■ **Saved data entries**
§

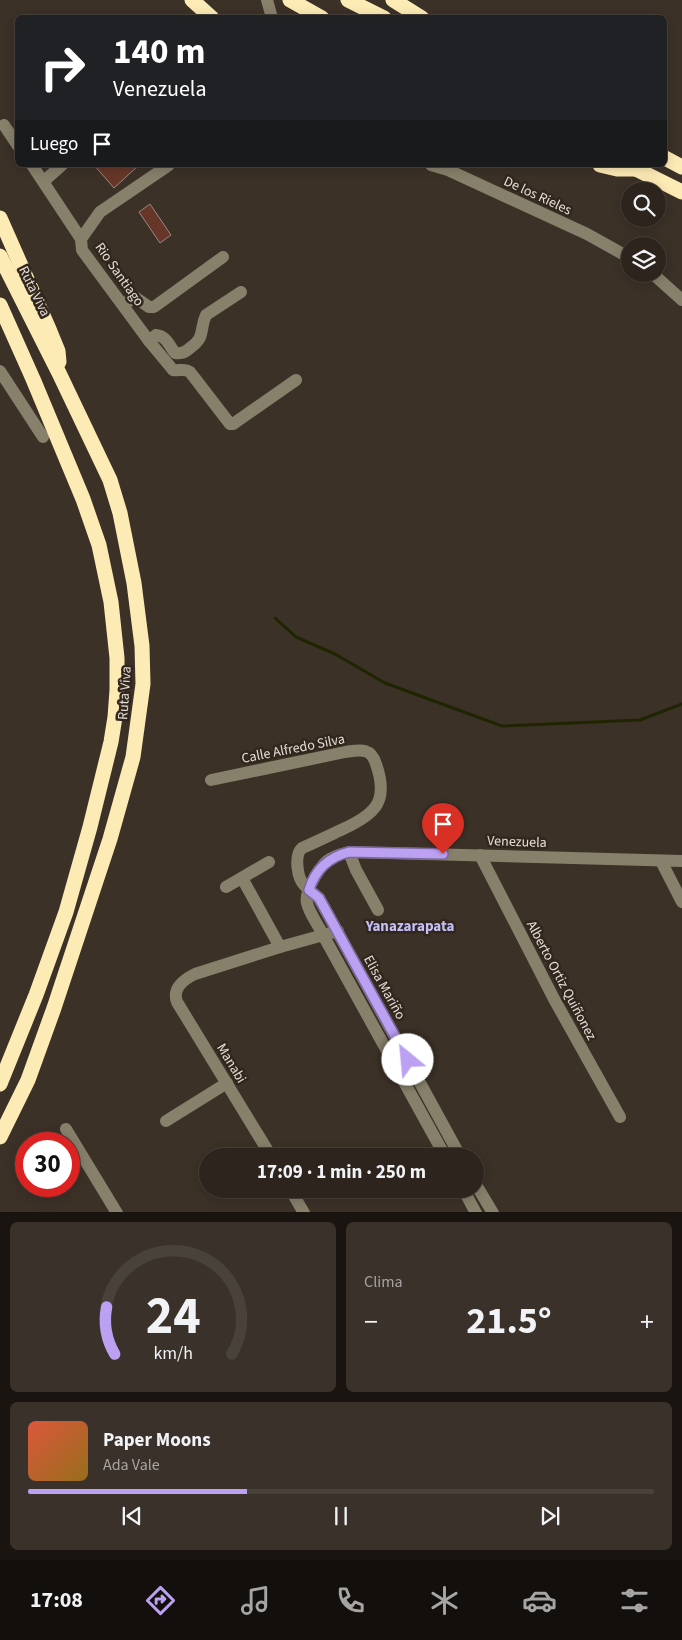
<!DOCTYPE html>
<html lang="es">
<head>
<meta charset="utf-8">
<style>
	body { margin:0; font-family:"Source Sans 3",sans-serif; background:#39312a; color:#f1f3f6; height:100vh; display:flex; flex-direction:column; font-size:19px; white-space:nowrap }
	* { box-sizing:border-box; margin:0 }
	p { font-size:16px; color:#a7a5a4 }
	.icon { flex:none; width:28px; height:28px; fill:none; stroke:currentColor; stroke-width:2; stroke-linecap:round; stroke-linejoin:round }
	.map { position:relative; height:1212px; overflow:hidden }
	.sheet { display:flex; flex-direction:column; gap:10px; padding:10px; background:#191410; flex:1 }
	.sheet>* { flex:none }
	.guide { position:absolute; left:15px; top:15px; width:652px; height:152px; border-radius:8px; box-shadow:0 2px 12px #0003,0 0 0 1px #48423b; background:#202124; color:#fff; overflow:hidden }
	.tools { position:absolute; left:621px; top:182px; display:grid; gap:10px }
	.tools a { display:grid; place-items:center; width:45px; height:45px; border-radius:50%; background:#2d251d; box-shadow:0 2px 12px #0003,0 0 0 1px #48423b; font-size:25px }
	.speed { position:absolute; left:15px; top:1132px; display:flex; gap:10px; font-size:25px; font-weight:700; text-align:center }
	.speed>* { display:grid; place-content:center; width:65px; height:65px; border-radius:50%; background:#2d251d; box-shadow:0 2px 12px #0003,0 0 0 1px #48423b; line-height:1 }
	.speed .limit { border:8px solid #d22; background:#fff; color:#111 }
	.pin { position:absolute; display:grid; place-items:center; width:42px; height:42px; color:#fff; margin:-51px -21px; border-radius:50% 50% 50% 0; rotate:-45deg; box-shadow:0 0 5px #0007 }
	.pin .icon { rotate:45deg }
	.me { position:absolute; width:55px; margin:-28px; rotate:332deg; stroke-linejoin:round; filter:drop-shadow(0 0 4px #0008) }
	.turn { display:flex; align-items:center; gap:18px; height:105px; padding:0 15px; font-size:22px }
	.turn .icon { width:65px; height:65px; stroke-width:2.5 }
	.turn b { display:block; font-size:35px; line-height:42px }
	.then { display:flex; align-items:center; height:48px; padding:0 15px; background:#0003; gap:10px; font-size:19px }
	.big { font-size:38px; font-weight:700; line-height:1.1 }
	.sheet .widget { flex:1; display:flex; flex-direction:column; justify-content:center; gap:8px; min-width:0; padding:0 18px; border-radius:8px; background:#39312a }
	.sheet .dial { align-items:center; gap:0 }
	.dial svg { height:130px; overflow:visible; fill:none; stroke:#48423b; stroke-width:7; stroke-linecap:round; text-anchor:middle }
	.dial text { fill:#f1f3f6; stroke:none }
	.song { display:flex; align-items:center; gap:15px }
	.cover { width:60px; height:60px; border-radius:8px; background:linear-gradient(135deg,hsl(10 70% 55%),hsl(40 70% 35%)) }
	.played { height:5px; border-radius:2px; background:linear-gradient(90deg,#bca0f2 35%,#48423b 35%) }
	.keys { display:flex; justify-content:space-around; direction:ltr }
	.heat { display:flex; justify-content:space-between; align-items:center; font-size:28px; direction:ltr }
	.sheet .tiles { flex:1; display:grid; gap:10px; grid-template-columns:1fr 1fr }
	.widget:last-child { grid-column:span 2 }
	.trip { position:absolute; left:199px; top:1148px; width:285px; height:50px; border-radius:25px; background:#2d251d; box-shadow:0 2px 12px #0003,0 0 0 1px #48423b; font-weight:700; line-height:50px; text-align:center }
	.tab-bar { display:flex; height:80px; justify-content:space-around; align-items:center; background:#120f0c; color:#a7a5a4 }
	.tab-bar .icon { width:35px; height:35px }
	.tab-bar .active { color:#bca0f2 }
	.tab-bar b { font-size:22px; color:#f1f3f6 }
	.map>svg:first-child { display:block }
	.lines { fill:none; stroke-linecap:round; stroke-linejoin:round }
	.stream { stroke:#1f2501; stroke-width:3 }
	.building { fill:#663729; stroke:#9a8882 }
	.minor { stroke:#87806b; stroke-width:12 }
	.highway { stroke:#fdebb5; stroke-width:15 }
	.route-casing { stroke:#7a689d; stroke-width:12 }
	.route { stroke:#bca0f2; stroke-width:9 }
	.labels { text-anchor:middle; stroke-width:5; stroke-linejoin:round; paint-order:stroke }
	.street-label { font-size:14px; fill:#e5ded8; stroke:#32271d }
	.neighbourhood-label { font-size:15px; font-weight:bold; fill:#c3bff8; stroke:#32271d }
</style>
</head>
<body>
<div class="map">
<svg width="682" height="1213" viewBox="0 0 682 1213">
	<rect width="100%" height="100%" fill="#3c3127"/>
	<g class="lines">
		<path class="stream" d="M275,618l21,19 39,17 50,29 117,43 138,-6 42,-16"/>
	</g>
	<g class="building">
		<path d="M94,165h45l-25,23z"/>
		<path d="M150,204l21,31 -11,8 -21,-31z"/>
	</g>
	<g class="lines">
		<g class="minor">
			<path d="M267,0l5,18"/>
			<path d="M4,125l14,21"/>
			<path d="M32,165l49,74"/>
			<path d="M169,165l-69,47 -19,27 1,11 67,91 24,29c6,1 12,-2 17,2l40,52h3l63,-44"/>
			<path d="M431,165l17,5 139,64 43,24"/>
			<path d="M44,181l18,-16"/>
			<path d="M653,274l29,26"/>
			<path d="M122,304l14,-6 13,9h5l69,-50"/>
			<path d="M149,341l7,-6c10,1 13,10 19,18 6,1 11,-1 15,-5 16,-11 9,-18 16,-33l35,-23"/>
			<path d="M0,371l43,66"/>
			<path d="M211,780l134,-28c15,-2 26,-5 31,12 13,37 0,50 -33,65 -13,6 -27,13 -41,19 -8,7 -5,31 3,38h5"/>
			<path d="M349,852l7,18 22,40"/>
			<path d="M480,855l74,144 66,118"/>
			<path d="M661,861l21,41"/>
			<path d="M242,878l38,69"/>
			<path d="M226,887l43,-25"/>
			<path d="M309,890l10,8 141,258"/>
			<path d="M166,1121l61,-38"/>
			<path d="M66,1129l51,84"/>
			<path d="M271,1156l-94,-154c-5,-14 6,-22 18,-28l85,-27 58,-16"/>
			<path d="M445,1156l-122,-221c-4,-9 -14,-22 -16,-32 -3,-11 12,-35 20,-42 6,-5 14,-7 22,-9l333,9"/>
			<path d="M475,1183l18,30"/>
			<path d="M290,1189l14,24"/>
			<path d="M463,1189l13,24"/>
		</g>
		<g class="highway">
			<path d="M192,0l20,18"/>
			<path d="M290,0l32,18"/>
			<path d="M348,0l36,18"/>
			<path d="M393,0l29,18"/>
			<path d="M665,158l17,9"/>
			<path d="M600,165l17,4h19"/>
			<path d="M628,165l54,27"/>
			<path d="M0,218l49,111 9,22 1,11"/>
			<path d="M0,256l59,117 51,107 10,33 14,70 8,63 1,38 -10,73 -23,82 -56,169 -26,72 -28,57"/>
			<path d="M0,305l33,74 50,120 16,46 12,57 6,56v32l-2,27 -4,25 -21,85 -24,85 -30,83 -36,89"/>
		</g>
	</g>
	<g class="lines">
		<g class="route-casing">
			<path id="route" d="M408,1060l-89,-162 -10,-8c6,-20 20,-33 40,-38l94,2"/>
		</g>
		<use href="#route" class="route"/>
	</g>
	<g class="labels">
		<g class="street-label">
			<text transform="translate(538 195) rotate(25)" y="5">De los Rieles</text>
			<text transform="translate(120 274) rotate(55)" y="5">Rio Santiago</text>
			<text transform="translate(35 291) rotate(64)" y="5">Ruta Viva</text>
			<text transform="translate(124 693) rotate(-86)" y="5">Ruta Viva</text>
			<text transform="translate(293 748) rotate(-11)" y="5">Calle Alfredo Silva</text>
			<text transform="translate(517 841) rotate(2)" y="5">Venezuela</text>
			<text transform="translate(562 980) rotate(62)" y="5">Alberto Ortiz Quiñonez</text>
			<text transform="translate(385 987) rotate(61)" y="5">Elisa Mariño</text>
			<text transform="translate(232 1063) rotate(59)" y="5">Manabi</text>
		</g>
		<g class="neighbourhood-label">
			<text x="410" y="931">Yanazarapata</text>
		</g>
	</g>
</svg>
<div class="tools">
<a><svg class="icon" aria-label="search" viewBox="0 0 24 24"><circle cx="10" cy="10" r="6"/><path d="M15 15l6 6"/></svg></a>
<a><svg class="icon" aria-label="layers" viewBox="0 0 24 24"><path d="M12 4l9 5-9 5-9-5zM3 14l9 5 9-5"/></svg></a>
</div>
<div class="speed"><div class="limit">30</div></div>
<div class="pin" style="left:443px;top:854px;background:#d93025"><svg class="icon" aria-label="arrive" viewBox="0 0 24 24"><path d="M6 21V4h12l-3 4 3 4H6"/></svg></div>
<svg class="me" style="left:408px;top:1060px" viewBox="-20 -20 40 40"><circle r="19" fill="#fff"/><path d="M0-13L10 11 0 6-10 11z" fill="#bca0f2"/></svg>
<div class="trip">17:09 · 1 min · 250 m</div>
<div class="guide">
<div class="turn"><svg class="icon" aria-label="right" viewBox="0 0 24 24"><path d="M7 20v-9h11M14 6l5 5-5 5"/></svg><div><b>140 m</b>Venezuela</div></div>
<div class="then">Luego<svg class="icon" aria-label="arrive" viewBox="0 0 24 24"><path d="M6 21V4h12l-3 4 3 4H6"/></svg></div>
</div>
</div>
<section class="sheet">
<div class="tiles">
<div class="widget dial"><svg viewBox="0 0 100 80">
<path d="M14 69A42 42 0 1 1 86 69"/>
<path d="M14 69A42 42 0 0 1 9 40" stroke="#bca0f2"/>
<text x="50" y="56" font-size="32" font-weight="700">24</text>
<text x="50" y="72" font-size="11">km/h</text>
</svg></div>
<div class="widget"><p>Clima</p>
<div class="heat"><a>−</a><b class="big">21.5°</b><a>+</a></div>
</div>
<div class="widget">
<div class="song"><i class="cover"></i><div><b>Paper Moons</b><p>Ada Vale</p></div></div>
<div class="played"></div>
<div class="keys"><svg class="icon" aria-label="previous" viewBox="0 0 24 24"><path d="M18 5L8 12l10 7zM5 5v14"/></svg><svg class="icon" aria-label="pause" viewBox="0 0 24 24"><path d="M8 5v14M16 5v14"/></svg><svg class="icon" aria-label="next" viewBox="0 0 24 24"><path d="M6 5l10 7-10 7zM19 5v14"/></svg></div>
</div>
</div>
</section>
<nav class="tab-bar">
<b>17:08</b>
<svg class="icon active" aria-label="directions" viewBox="0 0 24 24"><path d="M12 3l9 9-9 9-9-9zM9 14v-3h6M13 9l2 2-2 2"/></svg>
<svg class="icon" aria-label="music" viewBox="0 0 24 24"><path d="M9 18V5l10-2v13"/><circle cx="6" cy="18" r="3"/><circle cx="16" cy="16" r="3"/></svg>
<svg class="icon" aria-label="phone" viewBox="0 0 24 24"><path d="M5 4h4l2 5-3 2q2 4 5 5l2-3 5 2v4C11 20 4 13 5 4z"/></svg>
<svg class="icon" aria-label="climate" viewBox="0 0 24 24"><path d="M12 3v18M4 7l16 10M4 17L20 7"/></svg>
<svg class="icon" aria-label="car" viewBox="0 0 24 24"><path d="M5 17H2v-5l4-1 3-4h7l3 4 3 1v5h-3M9 17h6M6 11h13"/><circle cx="7" cy="17" r="2"/><circle cx="17" cy="17" r="2"/></svg>
<svg class="icon" aria-label="filters" viewBox="0 0 24 24"><path d="M4 7h16M4 17h16"/><circle cx="9" cy="7" r="2"/><circle cx="15" cy="17" r="2"/></svg>
</nav>
</body>
</html>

§

Repeat the lines above, starting at the first and stopping after the line that holds "display:flex; flex-direction:column; gap:10px;", with the pictures left out.

<!DOCTYPE html>
<html lang="es">
<head>
<meta charset="utf-8">
<style>
	body { margin:0; font-family:"Source Sans 3",sans-serif; background:#39312a; color:#f1f3f6; height:100vh; display:flex; flex-direction:column; font-size:19px; white-space:nowrap }
	* { box-sizing:border-box; margin:0 }
	p { font-size:16px; color:#a7a5a4 }
	.icon { flex:none; width:28px; height:28px; fill:none; stroke:currentColor; stroke-width:2; stroke-linecap:round; stroke-linejoin:round }
	.map { position:relative; height:1212px; overflow:hidden }
	.sheet { display:flex; flex-direction:column; gap:10px; padding:10px; background:#191410; flex:1 }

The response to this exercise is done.